* [WORK ORDER]: This exercise asks for a copy of each line in the records below with the word "junctions" in it.

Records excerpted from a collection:
Start of Block

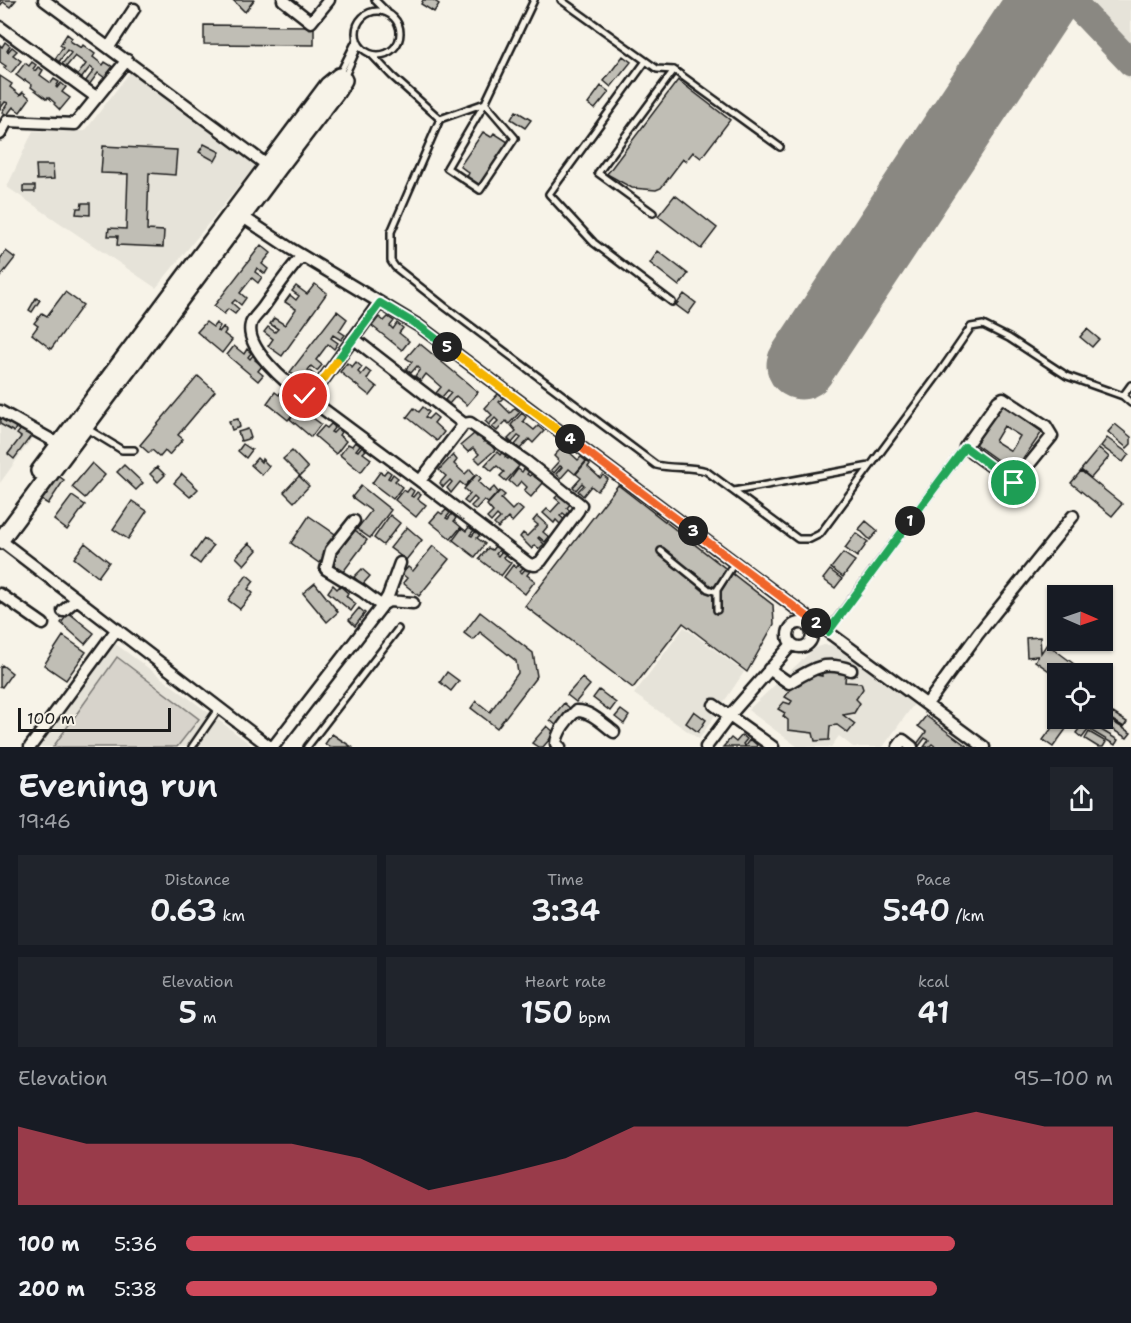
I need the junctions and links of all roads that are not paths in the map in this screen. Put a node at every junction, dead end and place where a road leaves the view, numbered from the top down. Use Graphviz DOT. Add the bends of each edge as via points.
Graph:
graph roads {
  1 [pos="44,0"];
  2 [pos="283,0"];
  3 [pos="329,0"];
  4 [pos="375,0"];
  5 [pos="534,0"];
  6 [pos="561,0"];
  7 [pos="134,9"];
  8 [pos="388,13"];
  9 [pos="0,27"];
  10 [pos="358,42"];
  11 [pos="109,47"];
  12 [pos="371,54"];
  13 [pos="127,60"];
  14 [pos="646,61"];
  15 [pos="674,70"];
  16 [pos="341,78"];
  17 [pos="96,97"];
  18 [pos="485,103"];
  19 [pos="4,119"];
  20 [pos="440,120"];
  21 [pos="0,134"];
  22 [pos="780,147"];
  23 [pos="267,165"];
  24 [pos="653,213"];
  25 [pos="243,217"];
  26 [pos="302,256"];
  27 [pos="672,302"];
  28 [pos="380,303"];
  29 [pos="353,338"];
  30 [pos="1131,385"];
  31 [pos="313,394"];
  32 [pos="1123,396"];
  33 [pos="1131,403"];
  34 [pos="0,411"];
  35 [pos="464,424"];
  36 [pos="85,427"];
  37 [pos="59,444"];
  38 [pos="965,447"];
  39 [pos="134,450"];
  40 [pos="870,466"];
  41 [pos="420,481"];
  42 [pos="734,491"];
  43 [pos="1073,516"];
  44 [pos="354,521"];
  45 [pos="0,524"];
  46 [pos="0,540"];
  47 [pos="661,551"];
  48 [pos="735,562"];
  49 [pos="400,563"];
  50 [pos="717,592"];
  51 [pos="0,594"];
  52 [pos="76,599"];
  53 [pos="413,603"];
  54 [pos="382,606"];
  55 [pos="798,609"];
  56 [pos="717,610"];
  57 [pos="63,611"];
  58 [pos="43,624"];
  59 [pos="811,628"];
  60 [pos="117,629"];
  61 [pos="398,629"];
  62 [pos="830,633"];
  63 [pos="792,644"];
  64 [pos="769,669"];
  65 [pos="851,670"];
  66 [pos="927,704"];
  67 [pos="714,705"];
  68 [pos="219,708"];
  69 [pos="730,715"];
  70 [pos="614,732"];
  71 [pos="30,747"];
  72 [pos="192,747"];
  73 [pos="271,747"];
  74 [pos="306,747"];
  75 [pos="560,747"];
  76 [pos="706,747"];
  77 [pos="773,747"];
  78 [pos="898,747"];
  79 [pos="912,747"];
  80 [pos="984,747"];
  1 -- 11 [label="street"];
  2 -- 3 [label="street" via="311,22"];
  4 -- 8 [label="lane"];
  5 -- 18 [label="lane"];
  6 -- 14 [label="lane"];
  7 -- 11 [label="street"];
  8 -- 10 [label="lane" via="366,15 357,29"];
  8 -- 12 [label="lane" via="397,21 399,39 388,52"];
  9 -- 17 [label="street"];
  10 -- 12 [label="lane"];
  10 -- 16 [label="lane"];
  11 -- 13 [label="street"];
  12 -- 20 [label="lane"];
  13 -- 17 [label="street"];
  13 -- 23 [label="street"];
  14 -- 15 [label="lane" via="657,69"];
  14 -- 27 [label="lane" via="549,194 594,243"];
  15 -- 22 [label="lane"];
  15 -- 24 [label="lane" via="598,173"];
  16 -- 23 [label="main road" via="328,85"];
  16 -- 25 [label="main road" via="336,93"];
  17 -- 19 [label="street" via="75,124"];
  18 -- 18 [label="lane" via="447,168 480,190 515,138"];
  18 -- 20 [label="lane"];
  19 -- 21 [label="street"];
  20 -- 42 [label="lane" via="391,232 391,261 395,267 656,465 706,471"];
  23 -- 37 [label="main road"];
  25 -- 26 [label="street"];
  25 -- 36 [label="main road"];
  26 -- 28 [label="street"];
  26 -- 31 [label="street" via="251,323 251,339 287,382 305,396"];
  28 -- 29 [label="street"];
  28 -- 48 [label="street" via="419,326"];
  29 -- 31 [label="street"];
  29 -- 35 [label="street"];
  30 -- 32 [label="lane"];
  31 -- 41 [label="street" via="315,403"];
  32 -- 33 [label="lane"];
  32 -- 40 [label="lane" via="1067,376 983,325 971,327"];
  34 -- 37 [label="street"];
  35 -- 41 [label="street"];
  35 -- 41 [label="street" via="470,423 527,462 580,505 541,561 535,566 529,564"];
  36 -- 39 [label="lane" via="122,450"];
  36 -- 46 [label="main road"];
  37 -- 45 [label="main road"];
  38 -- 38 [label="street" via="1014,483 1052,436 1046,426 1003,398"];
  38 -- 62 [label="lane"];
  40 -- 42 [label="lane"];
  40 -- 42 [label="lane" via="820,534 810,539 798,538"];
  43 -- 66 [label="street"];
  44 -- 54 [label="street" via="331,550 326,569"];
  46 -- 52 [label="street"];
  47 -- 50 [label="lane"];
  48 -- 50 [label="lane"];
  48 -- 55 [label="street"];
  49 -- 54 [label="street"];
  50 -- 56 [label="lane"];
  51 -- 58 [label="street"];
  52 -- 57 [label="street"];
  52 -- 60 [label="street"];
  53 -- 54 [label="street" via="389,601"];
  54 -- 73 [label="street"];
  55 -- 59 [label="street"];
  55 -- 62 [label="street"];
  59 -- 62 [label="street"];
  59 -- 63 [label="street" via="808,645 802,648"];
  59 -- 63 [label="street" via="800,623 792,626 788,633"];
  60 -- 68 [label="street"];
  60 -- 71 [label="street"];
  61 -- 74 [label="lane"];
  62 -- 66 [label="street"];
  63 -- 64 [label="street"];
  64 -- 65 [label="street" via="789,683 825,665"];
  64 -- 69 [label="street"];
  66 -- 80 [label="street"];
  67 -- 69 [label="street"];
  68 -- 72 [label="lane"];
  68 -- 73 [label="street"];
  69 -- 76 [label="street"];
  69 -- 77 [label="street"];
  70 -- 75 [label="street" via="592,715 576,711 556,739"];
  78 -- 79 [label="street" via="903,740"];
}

End of Block
Start of Block

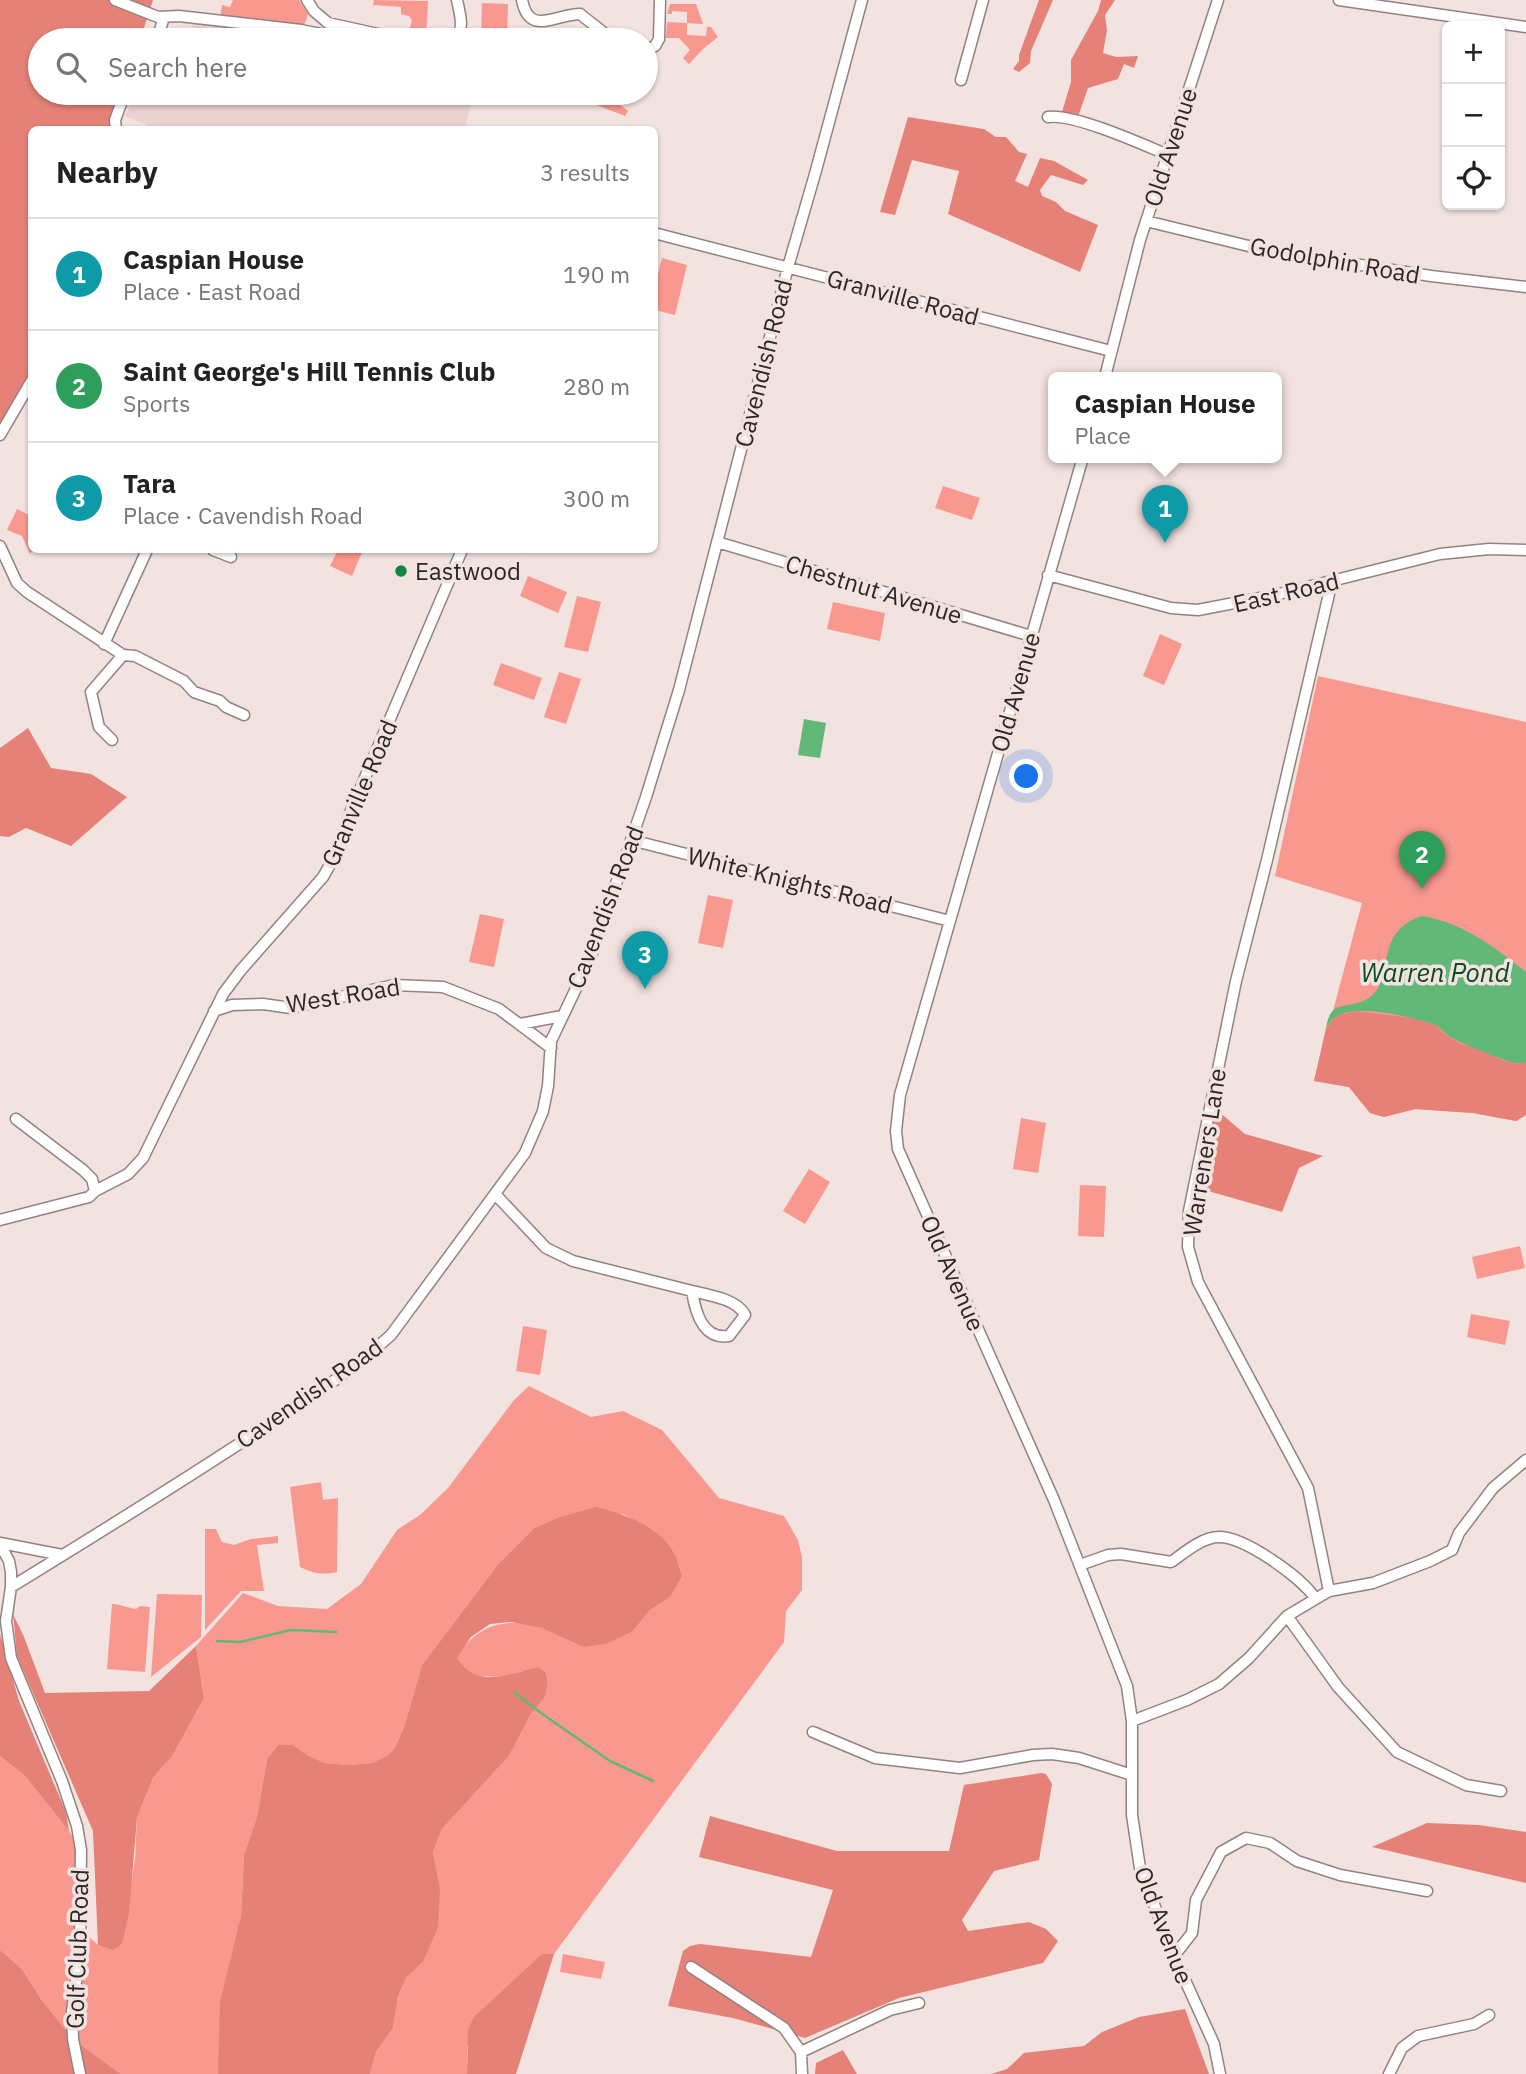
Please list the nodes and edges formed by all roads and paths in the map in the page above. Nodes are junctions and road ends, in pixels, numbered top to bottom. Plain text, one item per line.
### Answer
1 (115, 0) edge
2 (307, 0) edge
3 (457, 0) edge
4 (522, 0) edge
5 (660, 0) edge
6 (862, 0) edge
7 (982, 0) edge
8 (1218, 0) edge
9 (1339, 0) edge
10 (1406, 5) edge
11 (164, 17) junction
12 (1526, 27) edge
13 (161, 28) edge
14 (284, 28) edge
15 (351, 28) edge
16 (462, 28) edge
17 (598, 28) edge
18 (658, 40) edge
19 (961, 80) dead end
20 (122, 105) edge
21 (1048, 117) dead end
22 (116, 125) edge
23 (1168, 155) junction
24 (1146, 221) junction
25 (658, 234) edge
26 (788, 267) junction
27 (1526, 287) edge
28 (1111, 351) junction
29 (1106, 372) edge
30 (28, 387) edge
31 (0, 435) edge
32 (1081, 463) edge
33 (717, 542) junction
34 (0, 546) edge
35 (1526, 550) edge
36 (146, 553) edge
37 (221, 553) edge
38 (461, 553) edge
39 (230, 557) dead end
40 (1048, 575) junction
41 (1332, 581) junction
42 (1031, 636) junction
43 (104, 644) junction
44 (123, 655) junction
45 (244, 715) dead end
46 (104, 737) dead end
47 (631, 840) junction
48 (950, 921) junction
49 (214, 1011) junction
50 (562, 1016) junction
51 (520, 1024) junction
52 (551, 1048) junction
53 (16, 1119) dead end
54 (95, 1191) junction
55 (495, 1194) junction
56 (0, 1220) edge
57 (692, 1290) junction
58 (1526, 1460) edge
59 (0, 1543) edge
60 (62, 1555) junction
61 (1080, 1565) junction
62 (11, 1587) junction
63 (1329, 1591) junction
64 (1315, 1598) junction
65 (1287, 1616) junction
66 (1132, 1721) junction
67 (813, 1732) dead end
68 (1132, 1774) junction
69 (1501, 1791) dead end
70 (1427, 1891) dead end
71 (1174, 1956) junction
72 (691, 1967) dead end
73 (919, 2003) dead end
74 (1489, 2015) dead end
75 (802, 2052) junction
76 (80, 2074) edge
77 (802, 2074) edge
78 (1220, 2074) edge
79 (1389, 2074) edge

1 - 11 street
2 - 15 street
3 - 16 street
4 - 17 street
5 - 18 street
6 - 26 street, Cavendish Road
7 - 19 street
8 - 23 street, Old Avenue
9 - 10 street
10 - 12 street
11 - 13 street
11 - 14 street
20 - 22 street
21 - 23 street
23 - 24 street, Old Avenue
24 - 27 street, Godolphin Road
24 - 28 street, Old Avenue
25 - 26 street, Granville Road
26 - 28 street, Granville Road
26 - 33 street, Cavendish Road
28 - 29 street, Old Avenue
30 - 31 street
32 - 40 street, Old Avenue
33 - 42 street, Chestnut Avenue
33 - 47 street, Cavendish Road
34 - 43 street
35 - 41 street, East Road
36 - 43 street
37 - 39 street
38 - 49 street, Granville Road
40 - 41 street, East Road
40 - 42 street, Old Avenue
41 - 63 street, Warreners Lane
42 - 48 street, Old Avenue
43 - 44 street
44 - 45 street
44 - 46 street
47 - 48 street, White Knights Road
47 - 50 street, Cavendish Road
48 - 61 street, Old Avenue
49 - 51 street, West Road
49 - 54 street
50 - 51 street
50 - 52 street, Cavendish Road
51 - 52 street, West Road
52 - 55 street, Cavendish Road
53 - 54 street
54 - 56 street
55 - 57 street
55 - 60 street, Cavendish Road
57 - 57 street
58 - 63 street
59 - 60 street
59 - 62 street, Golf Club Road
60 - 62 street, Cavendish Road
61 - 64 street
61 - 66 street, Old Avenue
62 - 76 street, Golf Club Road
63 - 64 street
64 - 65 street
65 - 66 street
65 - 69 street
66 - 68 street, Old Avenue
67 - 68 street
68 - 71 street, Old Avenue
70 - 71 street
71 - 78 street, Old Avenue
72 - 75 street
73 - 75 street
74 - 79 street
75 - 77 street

End of Block

* [SOLVED PROBLEM]:
I need the junctions and links of all roads that are not paths in the map in this screen. Put a node at every junction, dead end and place where a road leaves the view, numbered from the top down. Use Graphviz DOT. Add the bends of each edge as via points.
Please list the nodes and edges formed by all roads and paths in the map in the page above. Nodes are junctions and road ends, in pixels, numbered top to bottom. Plain text, one item per line.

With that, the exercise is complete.